Das war — was zu diesem Zeit­punkt nie­mand ahnte — nicht ins Blaue hineinge­sprochen. Auch Maria hat­te vor ihrem Tod vor­sichtig Vorkehrun­gen getrof­fen, dass Aldous nicht allein bleiben würde. Die Per­son, die dafür in Frage kam, war Lau­ra Archera. (…)
Mit Lau­ra kon­nte Aldous über Maria reden. Und Lau­ra kon­nte sehen, wie Aldous ver­suchte, die Philoso­phie, die er Maria auf dem Ster­be­bett mit­gegeben hat­te, auch für sich selb­st in die Tat umzuset­zen: loslassen, sich nicht an die Ver­gan­gen­heit, den Schmerz, den Kum­mer klam­mern. In der Gegen­wart leben, das Bewusst­sein auf das Hier und Jet­zt lenken. Auch Lau­ra gegenüber sprach er von der Ampu­ta­tion, die Marias Ver­lust für ihn bedeutete, und manch­mal ver­sank er in niedergeschla­genes Schweigen. 
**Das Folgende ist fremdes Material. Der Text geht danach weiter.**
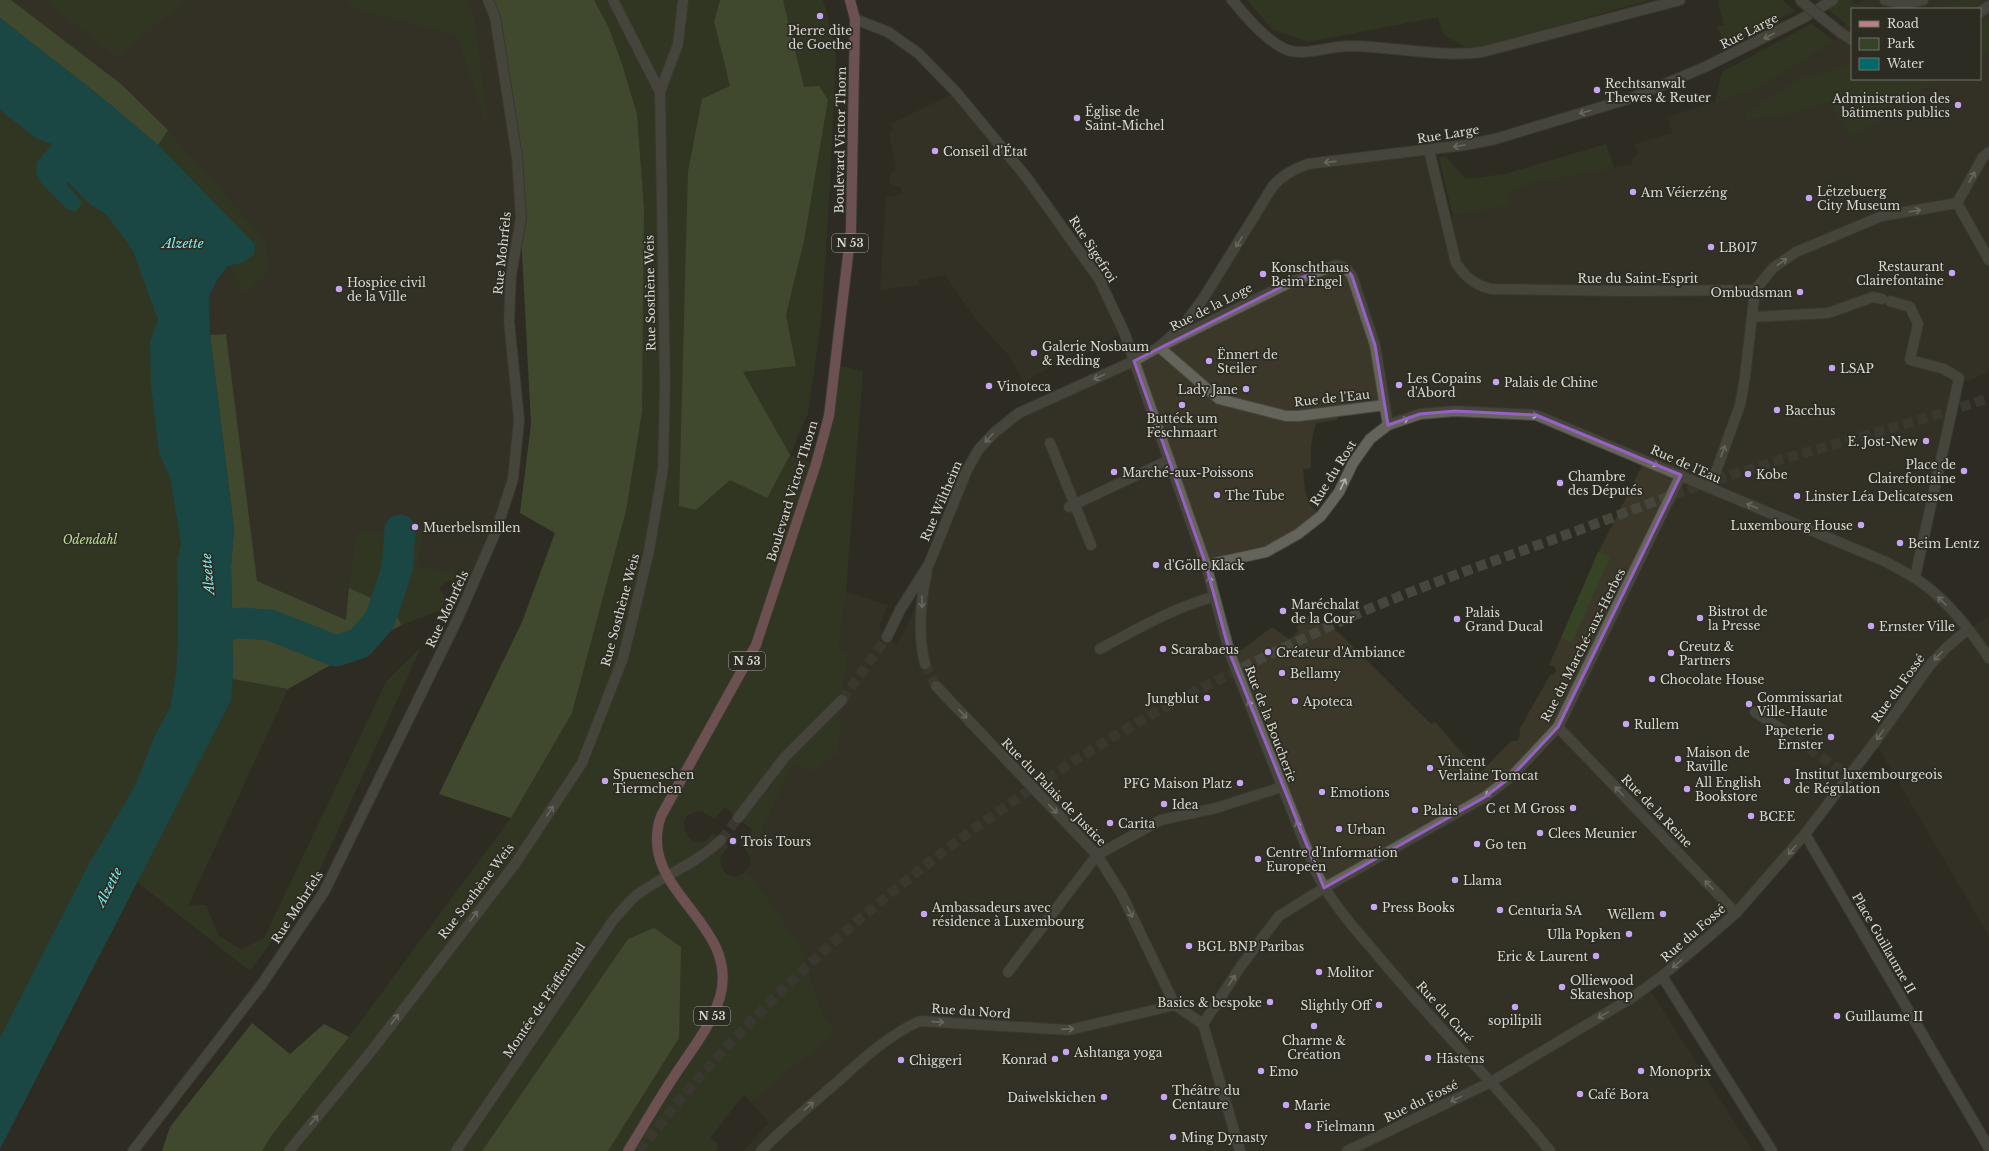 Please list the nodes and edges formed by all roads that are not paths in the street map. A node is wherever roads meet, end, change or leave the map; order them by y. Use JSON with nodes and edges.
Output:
{"nodes":[{"id":1,"x":488,"y":0,"type":"edge"},
{"id":2,"x":613,"y":0,"type":"edge"},
{"id":3,"x":683,"y":0,"type":"edge"},
{"id":4,"x":850,"y":0,"type":"edge"},
{"id":5,"x":1232,"y":0,"type":"edge"},
{"id":6,"x":1680,"y":0,"type":"edge"},
{"id":7,"x":1800,"y":0,"type":"edge"},
{"id":8,"x":1832,"y":0,"type":"edge"},
{"id":9,"x":1885,"y":0,"type":"edge"},
{"id":10,"x":1923,"y":0,"type":"edge"},
{"id":11,"x":855,"y":19,"type":"junction"},
{"id":12,"x":1851,"y":39,"type":"edge"},
{"id":13,"x":660,"y":92,"type":"junction"},
{"id":14,"x":1429,"y":150,"type":"junction"},
{"id":15,"x":1989,"y":152,"type":"edge"},
{"id":16,"x":1957,"y":203,"type":"junction"},
{"id":17,"x":1989,"y":260,"type":"edge"},
{"id":18,"x":1755,"y":290,"type":"junction"},
{"id":19,"x":1752,"y":317,"type":"junction"},
{"id":20,"x":1159,"y":347,"type":"junction"},
{"id":21,"x":1134,"y":361,"type":"junction"},
{"id":22,"x":1385,"y":405,"type":"junction"},
{"id":23,"x":1388,"y":426,"type":"junction"},
{"id":24,"x":1370,"y":439,"type":"joint"},
{"id":25,"x":1050,"y":443,"type":"dead end"},
{"id":26,"x":1169,"y":460,"type":"junction"},
{"id":27,"x":1681,"y":475,"type":"junction"},
{"id":28,"x":1710,"y":488,"type":"junction"},
{"id":29,"x":1072,"y":506,"type":"junction"},
{"id":30,"x":1091,"y":545,"type":"dead end"},
{"id":31,"x":929,"y":564,"type":"junction"},
{"id":32,"x":1206,"y":565,"type":"junction"},
{"id":33,"x":1915,"y":577,"type":"junction"},
{"id":34,"x":1214,"y":597,"type":"junction"},
{"id":35,"x":1967,"y":630,"type":"junction"},
{"id":36,"x":887,"y":636,"type":"tunnel mouth"},
{"id":37,"x":1100,"y":650,"type":"dead end"},
{"id":38,"x":1989,"y":658,"type":"edge"},
{"id":39,"x":925,"y":664,"type":"tunnel mouth"},
{"id":40,"x":936,"y":686,"type":"tunnel mouth"},
{"id":41,"x":842,"y":700,"type":"tunnel mouth"},
{"id":42,"x":1755,"y":712,"type":"dead end"},
{"id":43,"x":1558,"y":727,"type":"junction"},
{"id":44,"x":1784,"y":731,"type":"tunnel mouth"},
{"id":45,"x":1282,"y":787,"type":"junction"},
{"id":46,"x":738,"y":818,"type":"tunnel mouth"},
{"id":47,"x":1805,"y":834,"type":"junction"},
{"id":48,"x":721,"y":840,"type":"tunnel mouth"},
{"id":49,"x":1097,"y":855,"type":"junction"},
{"id":50,"x":666,"y":876,"type":"junction"},
{"id":51,"x":1324,"y":888,"type":"junction"},
{"id":52,"x":1736,"y":913,"type":"junction"},
{"id":53,"x":1008,"y":972,"type":"dead end"},
{"id":54,"x":1662,"y":976,"type":"junction"},
{"id":55,"x":1175,"y":1005,"type":"junction"},
{"id":56,"x":1203,"y":1024,"type":"junction"},
{"id":57,"x":1491,"y":1082,"type":"junction"},
{"id":58,"x":1989,"y":1148,"type":"edge"},
{"id":59,"x":134,"y":1151,"type":"edge"},
{"id":60,"x":290,"y":1151,"type":"edge"},
{"id":61,"x":456,"y":1151,"type":"edge"},
{"id":62,"x":628,"y":1151,"type":"edge"},
{"id":63,"x":761,"y":1151,"type":"edge"},
{"id":64,"x":1240,"y":1151,"type":"edge"},
{"id":65,"x":1347,"y":1151,"type":"edge"},
{"id":66,"x":1550,"y":1151,"type":"edge"},
{"id":67,"x":1772,"y":1151,"type":"edge"}],
"edges":[{"from":1,"to":59,"type":"street","name":"Rue Mohrfels"},
{"from":2,"to":13,"type":"street"},
{"from":3,"to":13,"type":"street","name":"Rue Sosthène Weis"},
{"from":4,"to":11,"type":"main road","number":"N 53"},
{"from":5,"to":6,"type":"street"},
{"from":7,"to":12,"type":"street","bridge":true},
{"from":8,"to":14,"type":"street","name":"Rue Large","one_way":true},
{"from":9,"to":10,"type":"street"},
{"from":11,"to":21,"type":"street","name":"Rue Sigefroi"},
{"from":11,"to":50,"type":"main road","name":"Boulevard Victor Thorn","number":"N 53"},
{"from":60,"to":13,"type":"street","name":"Rue Sosthène Weis","one_way":true},
{"from":14,"to":18,"type":"street","name":"Rue du Saint-Esprit"},
{"from":14,"to":20,"type":"street","name":"Rue Large","one_way":true},
{"from":16,"to":15,"type":"street","one_way":true},
{"from":16,"to":17,"type":"street"},
{"from":18,"to":16,"type":"street","one_way":true},
{"from":18,"to":19,"type":"street"},
{"from":28,"to":19,"type":"street","one_way":true},
{"from":19,"to":33,"type":"street"},
{"from":20,"to":21,"type":"street","name":"Rue Large"},
{"from":20,"to":22,"type":"street","name":"Rue de l'Eau"},
{"from":20,"to":22,"type":"street","name":"Rue de la Loge"},
{"from":21,"to":26,"type":"street","name":"Rue Sigefroi"},
{"from":21,"to":31,"type":"street","name":"Rue Wiltheim","one_way":true},
{"from":22,"to":23,"type":"street","name":"Rue de la Loge"},
{"from":23,"to":24,"type":"street","name":"Rue de l'Eau"},
{"from":23,"to":27,"type":"street","name":"Rue de l'Eau","one_way":true},
{"from":32,"to":24,"type":"street","name":"Rue du Rost","one_way":true},
{"from":25,"to":29,"type":"street"},
{"from":26,"to":29,"type":"street"},
{"from":26,"to":32,"type":"street","name":"Rue Sigefroi"},
{"from":27,"to":28,"type":"street","name":"Rue de l'Eau"},
{"from":27,"to":43,"type":"street","name":"Rue du Marché-aux-Herbes"},
{"from":33,"to":28,"type":"street","name":"Rue de l'Eau","one_way":true},
{"from":29,"to":30,"type":"street"},
{"from":31,"to":36,"type":"street","name":"Rue Wiltheim"},
{"from":31,"to":39,"type":"street","one_way":true},
{"from":34,"to":32,"type":"street","name":"Rue de la Boucherie","one_way":true},
{"from":35,"to":33,"type":"street","name":"Rue de l'Eau","one_way":true},
{"from":34,"to":37,"type":"street"},
{"from":45,"to":34,"type":"street","name":"Rue de la Boucherie","one_way":true},
{"from":35,"to":38,"type":"street","name":"Rue de l'Eau"},
{"from":35,"to":47,"type":"street","name":"Rue du Fossé","one_way":true},
{"from":40,"to":49,"type":"street","name":"Rue du Palais de Justice","one_way":true},
{"from":41,"to":46,"type":"street"},
{"from":42,"to":44,"type":"street"},
{"from":43,"to":51,"type":"street","name":"Rue du Marché-aux-Herbes","one_way":true},
{"from":52,"to":43,"type":"street","name":"Rue de la Reine","one_way":true},
{"from":45,"to":49,"type":"street"},
{"from":51,"to":45,"type":"street","name":"Rue de la Boucherie","one_way":true},
{"from":47,"to":52,"type":"street","name":"Rue du Fossé","one_way":true},
{"from":47,"to":58,"type":"street","name":"Place Guillaume II"},
{"from":48,"to":50,"type":"street"},
{"from":49,"to":53,"type":"street"},
{"from":49,"to":55,"type":"street","name":"Rue du Palais de Justice","one_way":true},
{"from":50,"to":61,"type":"street","name":"Montée de Pfaffenthal"},
{"from":50,"to":62,"type":"main road","number":"N 53"},
{"from":56,"to":51,"type":"street","name":"Rue du Marché-aux-Herbes","one_way":true},
{"from":51,"to":57,"type":"street","name":"Rue du Curé"},
{"from":52,"to":54,"type":"street","name":"Rue du Fossé","one_way":true},
{"from":54,"to":57,"type":"street","name":"Rue du Fossé","one_way":true},
{"from":54,"to":67,"type":"street"},
{"from":55,"to":56,"type":"street"},
{"from":63,"to":55,"type":"street","name":"Rue du Nord","one_way":true},
{"from":56,"to":64,"type":"street"},
{"from":57,"to":65,"type":"street","name":"Rue du Fossé","one_way":true},
{"from":57,"to":66,"type":"street","name":"Rue du Curé"}]}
Lau­ra Archera war eine höchst kreative Per­sön­lichkeit: Vio­lonistin, Filmemacherin, Schrift­stel­lerin, Psy­chother­a­peutin, und vor allem höchst eigen­ständig und eigen­willig.
Die Rolle der für­sor­glichen Unter­stützerin, die Maria all die Jahrzehnte für Aldous über­nom­men hat­te, lag ihr über­haupt nicht. Das war Aldous auch klar und inter­essierte ihn nicht. Als er in sein­er typ­isch umständlichen Art fragte, ob sie jemals ver­sucht gewe­sen wäre zu heirat­en, löste das bei Lau­ra zunächst Angst vor dem Ver­lust des höch­sten Guts, ihrer per­sön­lichen Frei­heit, aus. Angesichts der beson­deren Ver­trautheit, die sich zwis­chen den bei­den entwick­elt hat­te, sagte sie aber nach einigem Über­legen: “Es scheint logisch”.

Und so kam es, wie es kom­men musste:
Im März 1956 set­zten sich die bei­den ohne Vor­war­nung nach Yuma, Ari­zona ab, um dort in der Dri­ve-in Wed­ding Chapel spon­tan zu heirat­en — eine typ­isch impul­sive Idee Hux­leys, bei der sein Hang zum Unkon­ven­tionellen und Unfeier­lichen Res­o­nanz bei Lau­ra fand. Im Gegen­satz zu Fam­i­lie und Fre­un­den hat­te die Presse von der Aktion Wind gekriegt, und bevor die Briefe, die Aldous noch am sel­ben Tag geschrieben hat­te, ihre Ziele erre­ichen kon­nten, erfuhren  die Fre­unde und Matthew (sein Sohn) es aus Radio und Zeitung: “Schrift­steller Hux­ley heiratet Vio­lonistin”. 

Wie schon Maria zu Beginn sein­er intellek­tuellen Kar­riere erwies sich auch Lau­ra für die let­zten Leben­s­jahre Hux­leys als Glücks­fall.